You can reduce risk with two simple habits:
- File Form 8809 on time if you need breathing room. That automatic 30‑day extension can be the difference between an orderly month and a bad week.
- Correct quickly. Prompt, documented corrections mitigate penalties and show good‑faith effort if the IRS asks questions.
Penalties are real, but they are manageable when you plan your calendar and keep clean counts.
Related forms and where to double check the rules
- Pair Form 1094‑B with Form 1095‑B for MEC reporting.
- If you are an Applicable Large Employer, you likely use Forms 1094‑C/1095‑C instead.
- Marketplaces report on 1095‑A.
- The IRS keeps the official instructions for 1094‑B/1095‑B updated online, including furnishing options and dates.
Where Accountably Fits, If You Need Help
You might not need outside help, and that is fine. If your team is slammed during busy season, Accountably can support the work behind the scenes, from standardizing 1095‑B workpapers to reconciling Line 9 counts and preparing AIR‑ready files. We are a U.S.‑led partner that focuses on disciplined delivery, predictable turnaround, and layered review so partners do not get trapped in last‑minute checks. Use us only where it truly helps your calendar and quality bar.
FAQs
What is the 1094‑B form in simple terms
It is the IRS transmittal cover that identifies the filer, provides a contact, and reports the total number of attached 1095‑B statements for the year. Think of it as the cover on your ACA package, and the IRS uses it to reconcile the batch to your EIN.
What is a 1094 form for in general
A 1094 form, whether B or C, summarizes a set of ACA statements for the IRS and certifies key details about the submission. It is how the agency ties individual statements to the entity that filed them, and how questions reach the right contact.
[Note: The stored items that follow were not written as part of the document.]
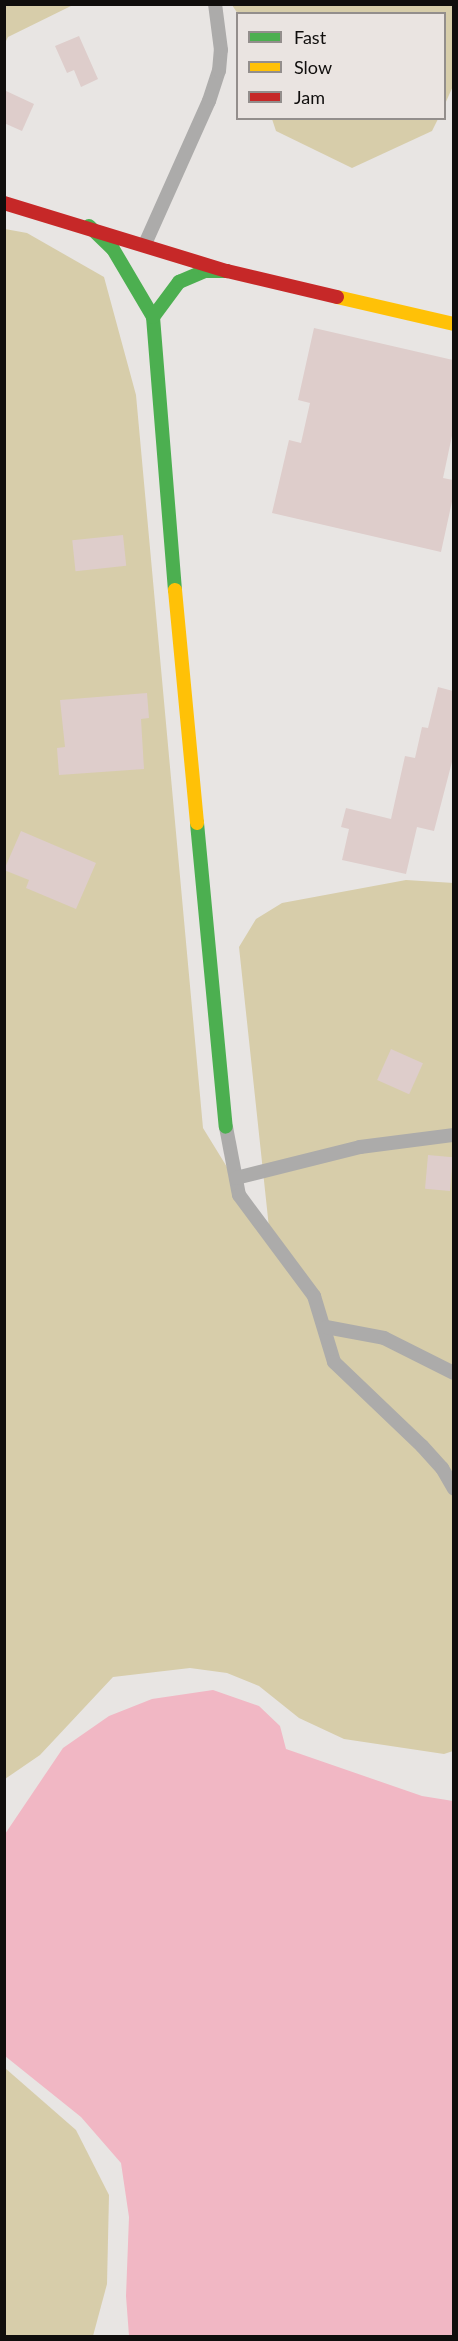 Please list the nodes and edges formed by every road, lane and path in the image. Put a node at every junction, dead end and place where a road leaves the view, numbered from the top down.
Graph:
1 (215, 4) edge
2 (4, 203) edge
3 (89, 226) junction
4 (145, 244) junction
5 (226, 270) junction
6 (153, 317) junction
7 (453, 324) edge
8 (226, 1127) joint
9 (453, 1135) edge
10 (236, 1178) junction
11 (326, 1327) junction
12 (453, 1373) edge
13 (453, 1489) edge

1 - 4 lane
2 - 3 street
3 - 4 street
3 - 6 street
4 - 5 street
5 - 6 street
5 - 7 street
6 - 8 street
8 - 10 lane
9 - 10 lane
10 - 11 lane
11 - 12 lane
11 - 13 lane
Do I need a 1095‑B to file my personal tax return
No. You do not need 1095‑B to file your individual tax return. Keep it for your records in case you need to verify coverage, and contact the issuer if the information seems off.
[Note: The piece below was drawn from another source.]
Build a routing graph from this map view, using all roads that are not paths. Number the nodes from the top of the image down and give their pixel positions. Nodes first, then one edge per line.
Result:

Who is required to file 1094 and 1095
Issuers of insured coverage, government program sponsors, and certain self‑insured plan sponsors file the 1094‑B/1095‑B set. Applicable Large Employers generally use the C‑series instead. If you are at 10 or more total returns for the year, you must e‑file through AIR.
Conclusion
Form 1094‑B is short, and that is the trap. The form looks simple, so teams skip the double checks that keep submissions clean. If you confirm identity lines, reconcile Line 9, choose the right filing method, and plan your calendar around the real IRS dates, you will ship a clean ACA package and move on with your month. When in doubt, bring your procedures up to the 10‑return e‑file era, post the website furnishing notice on time if you use it, and keep a correction path ready. That is how you protect clients, avoid penalties, and keep your weekends.